Saturday, February 15, 2014

Which Side Are You On?

We're just a few days away from a teacher's strike here in Portland, Or.  Though the negotiations continue and will all weekend, the calendar has been set and the media is already sporting photos of teachers cleaning out their rooms.
I still think the strike will be prevented at this writing.  The reason is simple: chaos will result.  There will be sparse attendance and even less learning or what might otherwise pass for real education taking place.
Strikes make bitter enemies; often for life.  I think the school board and most of the top administrators know this.  If they don't, they are about to get a real education themselves.
What resonates strongly for me is the fact that many teachers don't realize their power as a group.  That's why this labor action is so important.  Union membership has become a virtual stigma in this mean time.  That might change if Portland teachers can jump start the willingness to look at how much power they really have if they represent and exert themselves carefully but firmly.

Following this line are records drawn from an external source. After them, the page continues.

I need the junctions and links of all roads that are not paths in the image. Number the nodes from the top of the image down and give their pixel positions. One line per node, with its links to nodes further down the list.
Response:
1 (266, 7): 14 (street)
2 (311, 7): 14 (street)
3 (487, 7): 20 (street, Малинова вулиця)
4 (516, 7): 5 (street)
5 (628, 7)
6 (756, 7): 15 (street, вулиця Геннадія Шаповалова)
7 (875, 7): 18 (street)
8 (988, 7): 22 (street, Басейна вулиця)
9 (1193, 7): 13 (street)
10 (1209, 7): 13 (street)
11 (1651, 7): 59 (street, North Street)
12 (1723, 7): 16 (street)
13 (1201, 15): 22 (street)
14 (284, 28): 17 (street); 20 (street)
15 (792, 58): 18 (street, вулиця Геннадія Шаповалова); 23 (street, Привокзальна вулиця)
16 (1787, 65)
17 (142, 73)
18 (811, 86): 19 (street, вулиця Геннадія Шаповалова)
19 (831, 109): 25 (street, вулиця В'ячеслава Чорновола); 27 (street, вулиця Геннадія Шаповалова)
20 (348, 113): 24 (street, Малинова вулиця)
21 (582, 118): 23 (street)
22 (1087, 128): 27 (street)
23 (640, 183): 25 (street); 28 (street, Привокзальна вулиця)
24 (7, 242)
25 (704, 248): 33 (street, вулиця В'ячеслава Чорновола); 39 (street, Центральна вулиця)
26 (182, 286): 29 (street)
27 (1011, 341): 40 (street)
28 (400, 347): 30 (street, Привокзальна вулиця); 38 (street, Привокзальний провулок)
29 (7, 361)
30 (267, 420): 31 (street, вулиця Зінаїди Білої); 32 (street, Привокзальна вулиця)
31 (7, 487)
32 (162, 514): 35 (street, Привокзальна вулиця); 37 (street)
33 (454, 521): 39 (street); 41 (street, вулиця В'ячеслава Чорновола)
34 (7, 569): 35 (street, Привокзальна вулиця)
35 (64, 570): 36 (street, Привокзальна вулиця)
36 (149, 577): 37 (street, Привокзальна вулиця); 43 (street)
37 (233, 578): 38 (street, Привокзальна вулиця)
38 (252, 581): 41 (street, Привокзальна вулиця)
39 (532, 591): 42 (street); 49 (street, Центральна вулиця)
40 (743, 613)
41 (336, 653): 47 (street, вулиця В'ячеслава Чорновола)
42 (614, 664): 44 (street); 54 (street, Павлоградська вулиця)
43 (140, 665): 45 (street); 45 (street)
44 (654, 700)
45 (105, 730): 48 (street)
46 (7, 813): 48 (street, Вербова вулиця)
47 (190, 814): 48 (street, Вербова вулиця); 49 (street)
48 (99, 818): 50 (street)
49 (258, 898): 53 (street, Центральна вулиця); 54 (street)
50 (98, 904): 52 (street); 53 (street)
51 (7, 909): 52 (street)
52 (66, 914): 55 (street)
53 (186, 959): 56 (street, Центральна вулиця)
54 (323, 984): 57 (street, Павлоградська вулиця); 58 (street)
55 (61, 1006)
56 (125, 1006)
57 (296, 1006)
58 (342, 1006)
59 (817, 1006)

Another important point that the media completely overlooks is that while class size, a decent wage, and retirement benefits are at stake (they always are) there is a larger issue that impacts all of this.  These teachers like many in other large cities and quite a few smaller towns, are making a statement about the corporate attack on public schools, the current testing frenzy, and the data driven madness that's corrupting much of the creative, engaging curriculum that is lovingly written by teachers whose skill's have been severely de-valued.

Update:  On Tuesday, February 18, two days before the strike was slated to begin, an agreement between the teacher's union and the school district was announced.  Right down to the wire, as expected.  If ratified, we'll get a chance to see what stood in the way of settling this matter in a more efficient way.  My guess is that the salary difference will be half a percent or so; not sure about class size.  Both sides continue to refer to the schools that the students deserve.